Not only vitamins exposed in utero determine the risk of chronic diseases in the offspring, but also those in the pup diet can modulate the effect established in early life, highlighting that our brain may be modified throughout lifespan!

My findings focused on food intake regulation, rather than energy expenditure, and I hope to make connections between the two in my future research.


2. CW: It is fascinating to learn that what we eat and the nutrients we consume continues to affect our brains! That being said, eating healthfully can sometimes be a challenge. Do you have any tricks for people that find themselves trapped in difficult schedules or with limited budgets, and how they can maintain a healthy lifestyle?

CC: I find that cooking with other people and picnic-style swapping meals all helpful ways to eat nutritiously and affordably. Similarly, partaking in team sports is a great way to make friends and maintain a healthy lifestyle, all of which are win-win situations.

Aim for a balanced intake of nutrients.

3. CW: What are some of the best budget-friendly and nutritionally dense options for people at the grocery store?

CC: The best approach is to aim for a balanced intake of nutrients. No one food is going to provide a single solution to good health. With that in mind, a good choice would be beans (pulses), which are nutritious, delicious and affordable, and can be incorporated into meals in various ways.


4. CW: We know that you love to cook and bake. What is your favourite “healthy” dish to prepare, and what is your favourite “splurge” dish? Feel free to add a recipe (unless it is a secret!)

CC: I have so many dishes I absolutely enjoy, but one of my favourite “healthy” dishes is lentil salad. It is easy to make, which is always a plus. Recipe:http://allrecipes.com/recipe/14260/mediterranean-lentil-salad/

My favourite “splurge” dish is gourmet mac and cheese. Recipe: http://allrecipes.com/recipe/11679/homemade-mac-and-cheese/


5. CW: How has fitness helped you in your personal and/or professional life?

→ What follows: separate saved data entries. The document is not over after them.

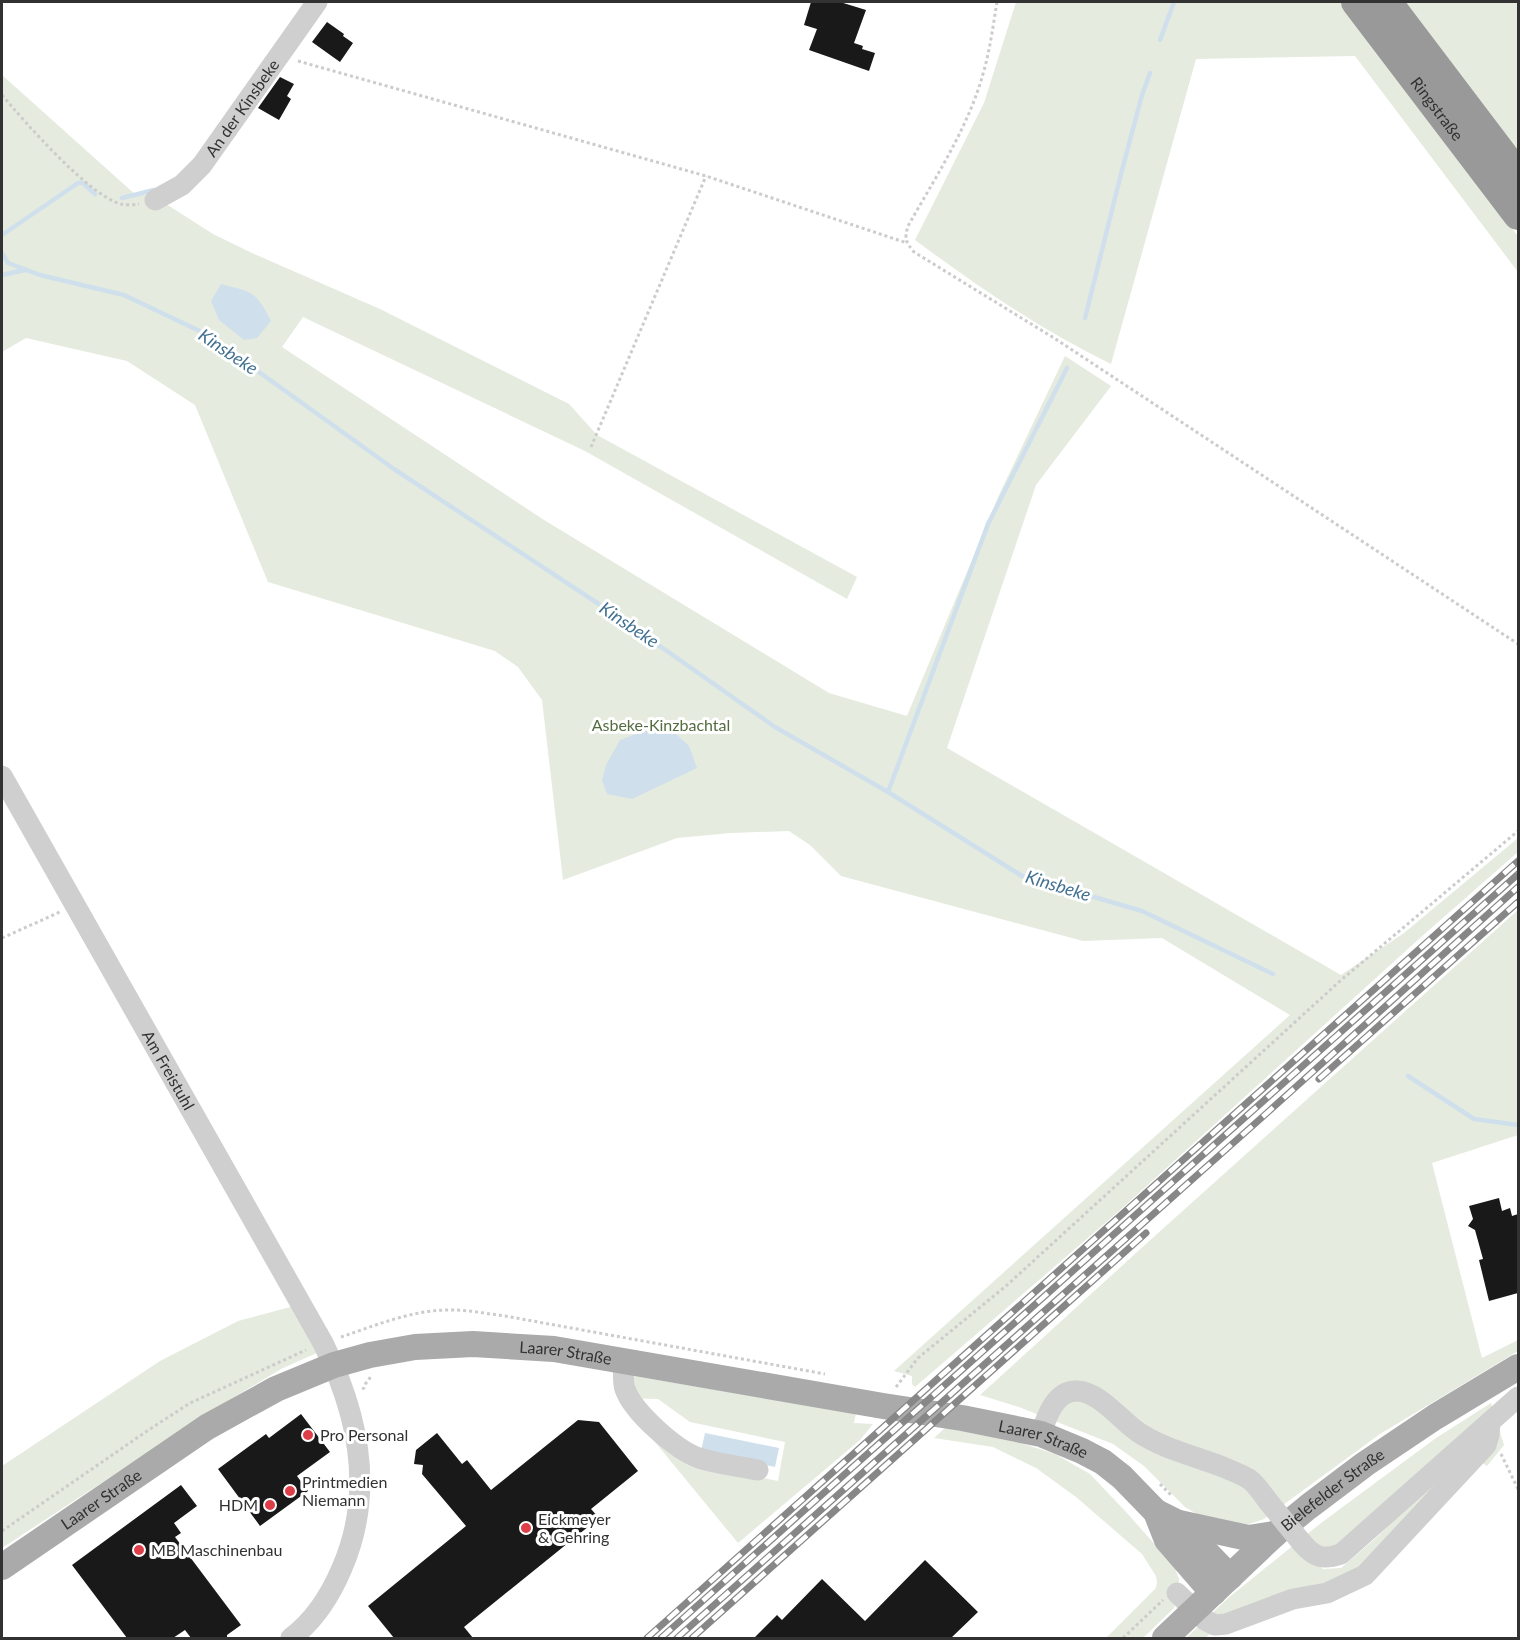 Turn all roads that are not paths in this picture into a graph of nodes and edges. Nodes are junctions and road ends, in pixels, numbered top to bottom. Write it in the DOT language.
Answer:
graph roads {
  1 [pos="317,2"];
  2 [pos="1356,2"];
  3 [pos="1387,2"];
  4 [pos="1518,175"];
  5 [pos="155,200"];
  6 [pos="1518,215"];
  7 [pos="2,776"];
  8 [pos="329,1354"];
  9 [pos="624,1361"];
  10 [pos="1518,1366"];
  11 [pos="1518,1397"];
  12 [pos="1490,1428"];
  13 [pos="1041,1434"];
  14 [pos="758,1470"];
  15 [pos="1167,1518"];
  16 [pos="1275,1534"];
  17 [pos="2,1568"];
  18 [pos="1204,1593"];
  19 [pos="291,1638"];
  20 [pos="1165,1638"];
  1 -- 5 [label="street, An der Kinsbeke"];
  2 -- 6 [label="highway, Ringstraße"];
  3 -- 4 [label="highway, Ringstraße"];
  7 -- 8 [label="street, Am Freistuhl"];
  8 -- 9 [label="main road, Laarer Straße"];
  8 -- 17 [label="main road, Laarer Straße"];
  8 -- 19 [label="street, Am Freistuhl"];
  9 -- 13 [label="main road, Laarer Straße"];
  9 -- 14 [label="street"];
  10 -- 16 [label="main road, Bielefelder Straße"];
  11 -- 12 [label="street"];
  12 -- 13 [label="street, bridge"];
  12 -- 18 [label="street"];
  13 -- 15 [label="main road, Laarer Straße"];
  15 -- 16 [label="main road"];
  15 -- 18 [label="main road, Laarer Straße"];
  16 -- 18 [label="main road, Bielefelder Straße"];
  18 -- 20 [label="main road, Bielefelder Straße"];
}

CC: Fitness is integral to my personal and professional life. It allows me to clear my head and feel great about myself. Both of those things allow you to be more productive and happy overall.


6. CW: Do you have any words of wisdom for people looking for inspiration to start their fitness journey?

CC: I am not an expert in fitness, but as someone who loves team sports, I would say that finding your niche/community, whether it is a school team or pickup-sport at the park, is a great first-step to your fitness journey.


7. CW: What is your next fitness goal and what are you doing to achieve it?

CC: My next fitness goal is to explore mountain-related exercise opportunities in Utah. It is very beautiful there. My husband and I will be living right by the mountains, so we hope to get out there regularly for hiking, snowboarding and mountain biking.


8. CM: Anything else you would like to add?

CC: There are many dietary/lifestyle recommendations by non-scientists subsequently leading to public confusion. I think it is important to critically evaluate research findings and make recommendations using evidence-based approaches.

It is important to critically evaluate research findings and make recommendations using evidence-based approaches.